The theme of today's column is: How are the old-timers of pop surviving in 1996? As you'll see, the answer is quite mixed. Sometimes they're doing just fine, other times retirement is overdue.

Lou Reed "Set the Twilight Reeling" (Warner)

Although the album cover has an interesting design that creates a three-dimensional effect, this visual introduction is actually totally misleading, as Reed's new long-play -- his first in five years -- has nothing to do with hi-tech, the Internet or even good old psychedelia.

The album's musical side is stripped down to the absolute basics, and this is perhaps the humblest stuff Lou Reed has recorded since 1973's infamous "Metal Machine Music."

For purists and Velvet Underground fans this may be a welcome move, as most of the album sounds like "I'm Waiting for my Man" revisited. Not being an aficionado of Lou's poetry and bored by the musical contents, I was disappointed -- especially considering his previous effort, the magnificent "Magic and Loss".

Iggy Pop "Naughty Little Doggy" (Virgin)

I really don't know whether to laugh at this album or admire it. Iggy, who's about 50 now, has recorded yet another work of sheer juvenile rock'n'roll machismo, which may be seen as both a statement of his incorruptible youthful spirit or a sign of infantile cretinism.
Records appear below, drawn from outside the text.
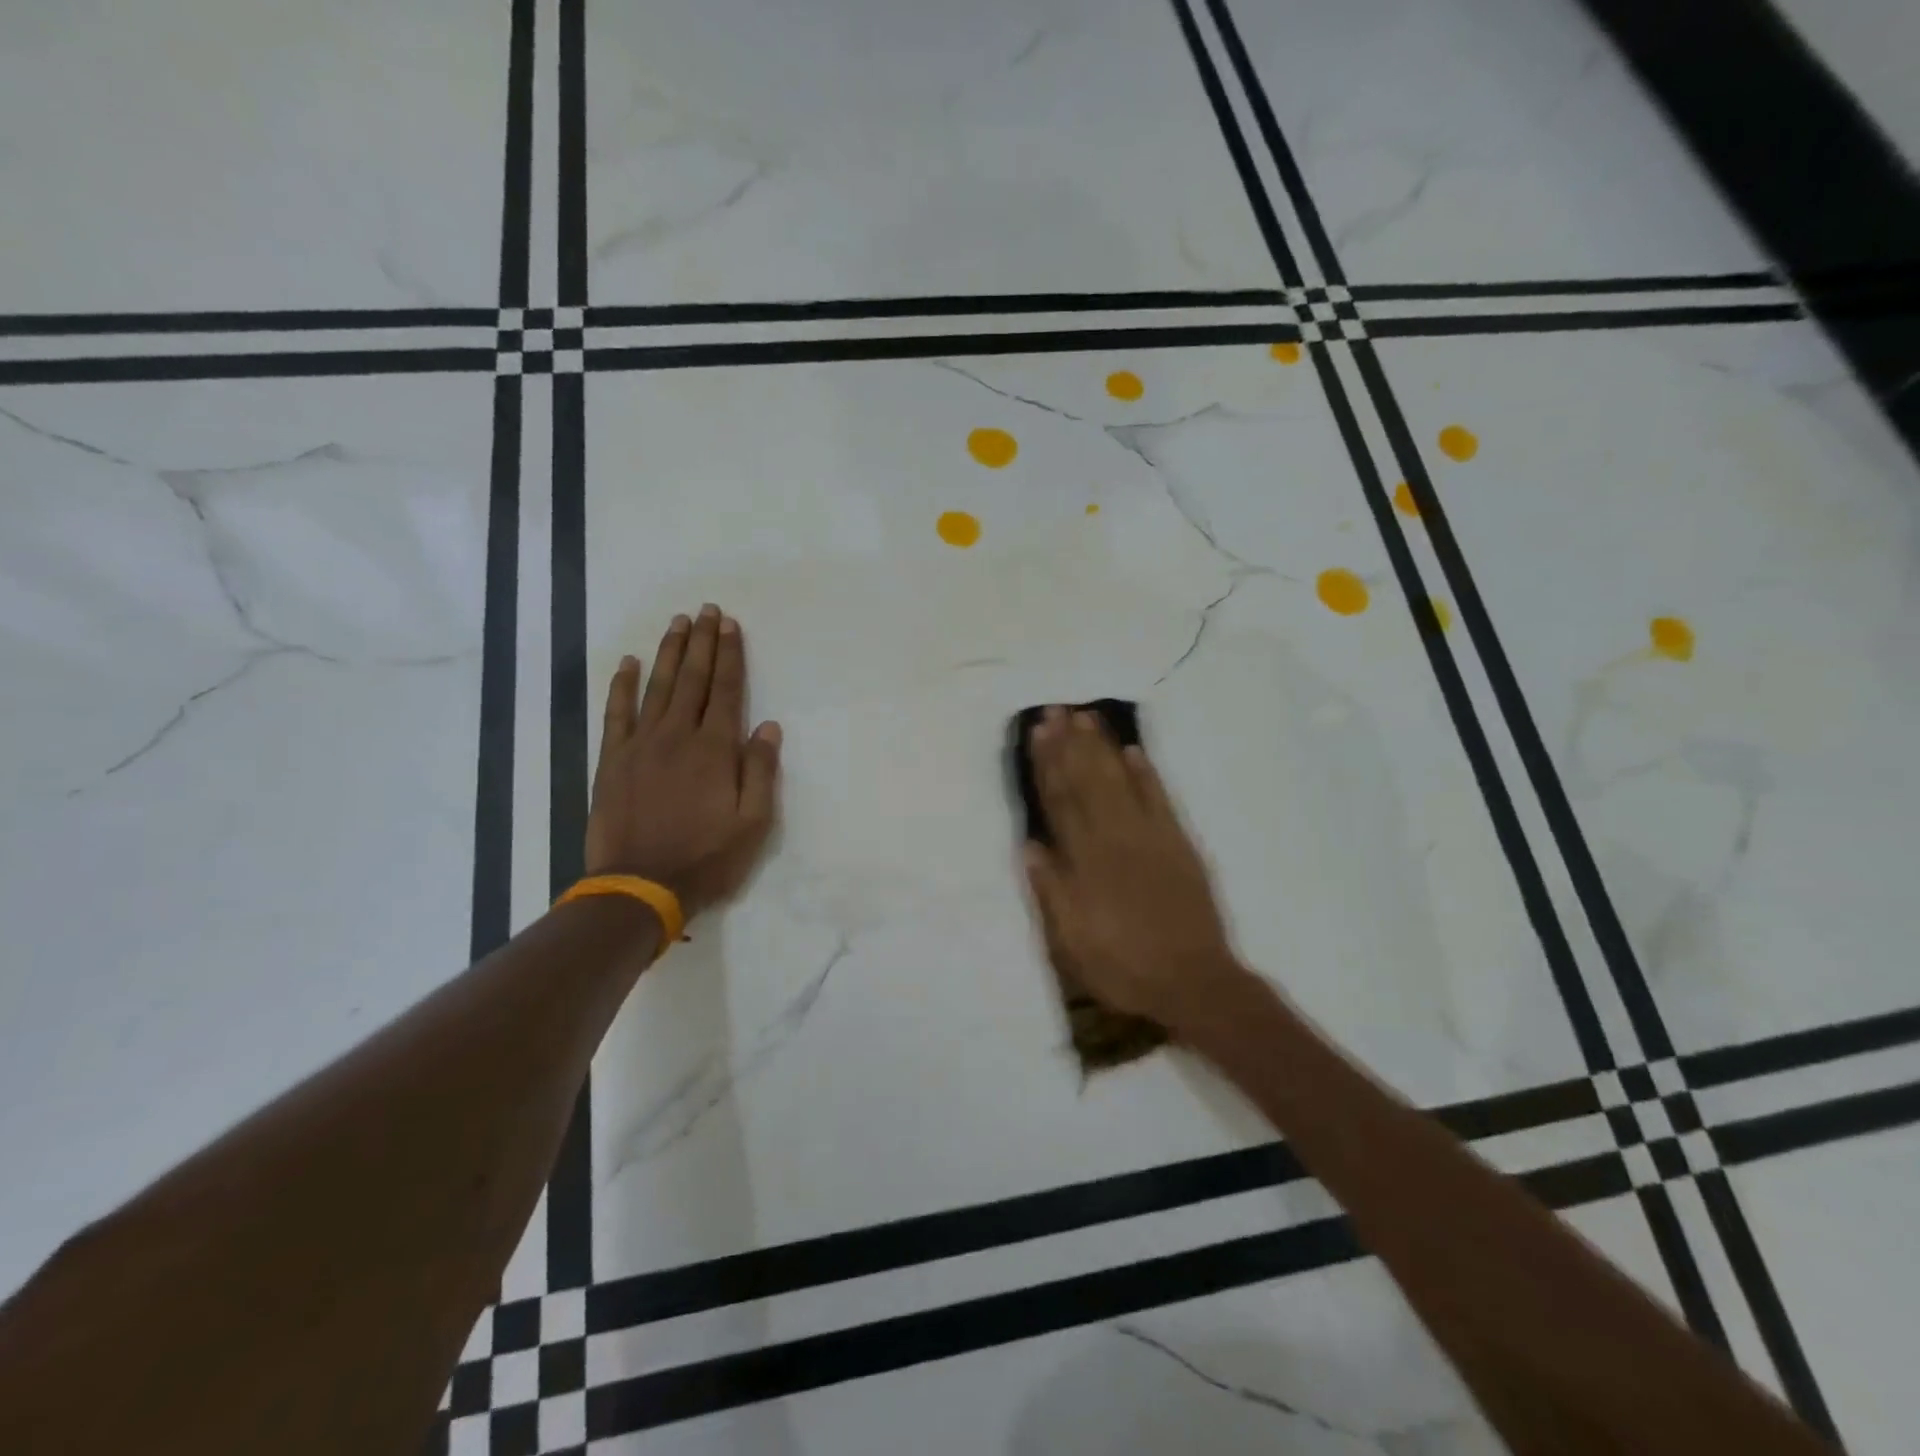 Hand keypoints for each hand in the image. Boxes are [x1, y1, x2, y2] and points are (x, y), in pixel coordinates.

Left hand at [584, 605, 781, 920]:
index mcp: (715, 749)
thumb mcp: (753, 823)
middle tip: (705, 610)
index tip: (729, 625)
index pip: (727, 690)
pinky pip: (617, 713)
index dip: (730, 655)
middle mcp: (678, 736)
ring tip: (677, 623)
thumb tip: (767, 727)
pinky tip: (627, 663)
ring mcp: (641, 745)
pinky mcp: (612, 760)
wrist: (639, 887)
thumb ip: (760, 771)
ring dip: (668, 653)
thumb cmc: (706, 857)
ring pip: (657, 687)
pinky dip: (622, 686)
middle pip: (692, 679)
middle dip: (701, 642)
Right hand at [1022, 708, 1244, 1029]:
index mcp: (1087, 861)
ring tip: (1086, 717)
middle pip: (1087, 782)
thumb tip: (1030, 845)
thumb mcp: (1072, 941)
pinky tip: (1133, 751)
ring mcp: (1151, 837)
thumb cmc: (1124, 965)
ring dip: (1102, 748)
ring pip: (1120, 781)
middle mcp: (1116, 838)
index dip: (1047, 765)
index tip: (1037, 733)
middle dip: (1070, 744)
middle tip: (1056, 709)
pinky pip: (1161, 799)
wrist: (1194, 982)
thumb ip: (1051, 890)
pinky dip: (1146, 773)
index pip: (1060, 802)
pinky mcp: (1179, 843) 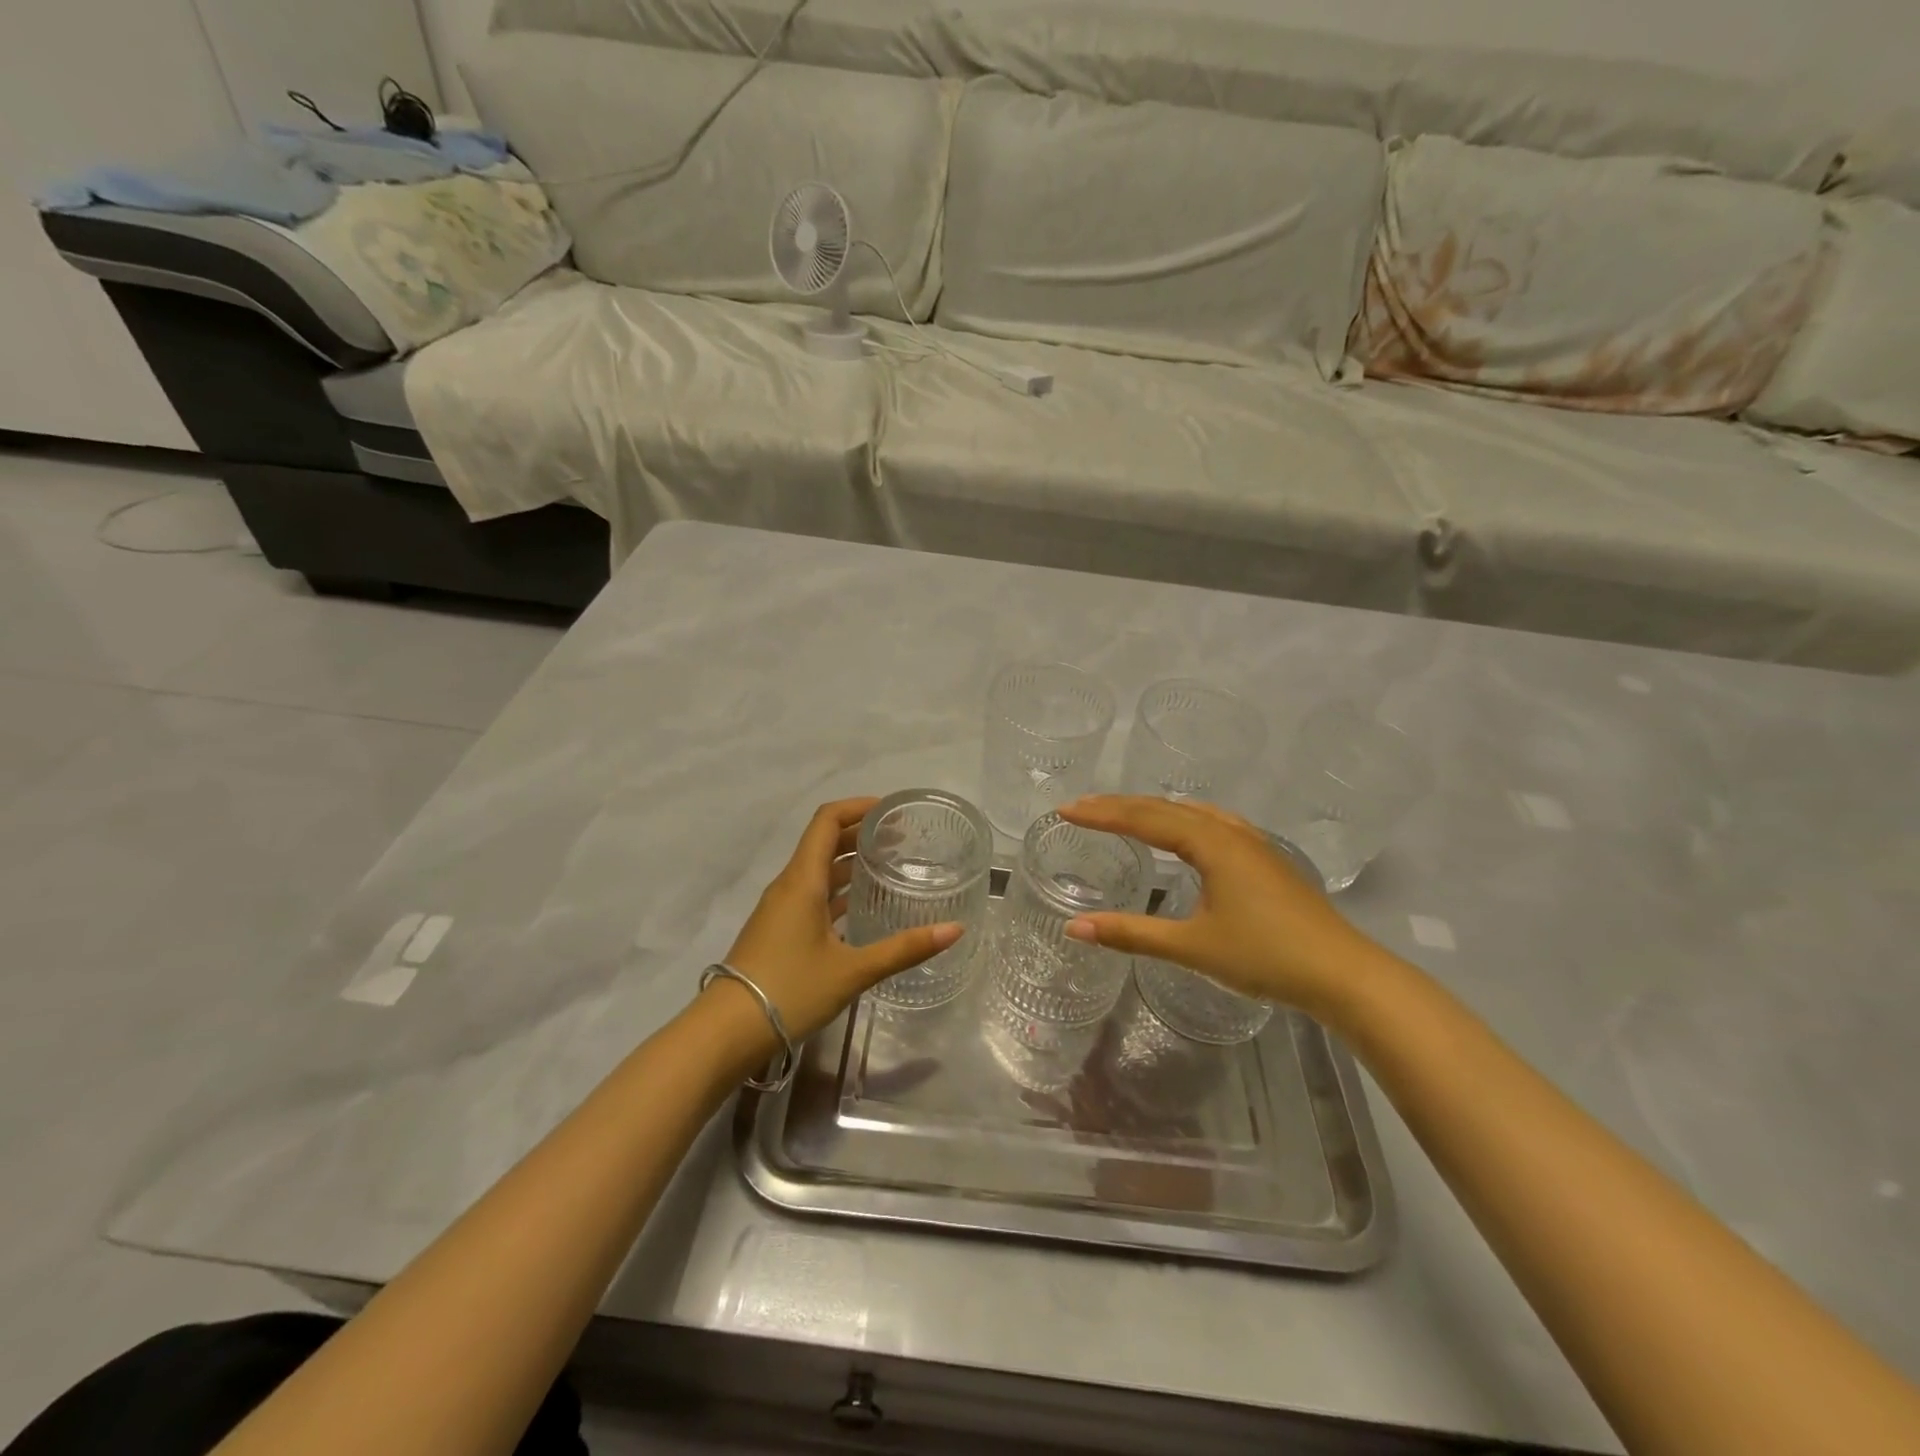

I would prefer to believe in the former as I have always fancied Iggy but, apart from the above-average level of energy and Pop's naughty big voice, the album is nothing special.

Patti Smith "Gone Again" (Arista)

In the 21 years since her stunning debut, "Horses", this is only Patti's fifth album, and her first in nearly a decade. "Gone Again" is dedicated to Fred Sonic Smith, Patti Smith's husband and rock guitarist, who died at the end of last year, and this is the most tragic and one of the most powerful records I've heard recently.

Patti Smith's voice has lost none of its passion and tension, and she remains a major songwriting talent. This is definitely not easy listening, since every track here bleeds with sorrow, but the album is so good you end up feeling lucky that Patti hasn't kept her tragedy to herself and instead made this monumentally emotional and moving record.

Ray Charles "Strong Love Affair" (Qwest)

Ray Charles is undoubtedly one of the greatest living singers, but he hasn't had a really impressive album for years. "Strong Love Affair" may be the one. He's well-balanced between hot and cool, bluesy and funky, adult pop and dance groove.

I personally much prefer the slower, minor-key numbers like "Say No more" and "Separate Ways" but Ray still can rock and swing, and it shows. No revelations, but extremely pleasant listening.

Mark Knopfler "Golden Heart" (Vertigo)

Strangely enough, I've found this solo offering from the Dire Straits vocalist/guitarist more satisfactory than his megaband's megaboring stuff. The songs are shorter, lighter, stylistically more varied and remind me of Eric Clapton when he's in pop mode. Since the album has failed commercially, this may be Knopfler's last attempt to deviate from his main band's format.

Elvis Presley "Elvis '56" (RCA)

Of course this guy isn't still around, but these 1956 recordings, released now to commemorate the 40th anniversary of the immortal "Heartbreak Hotel", are better by far than any of the above reviewed, except for Patti Smith. The album includes never-before released takes from Sun Studios. The material is still cool.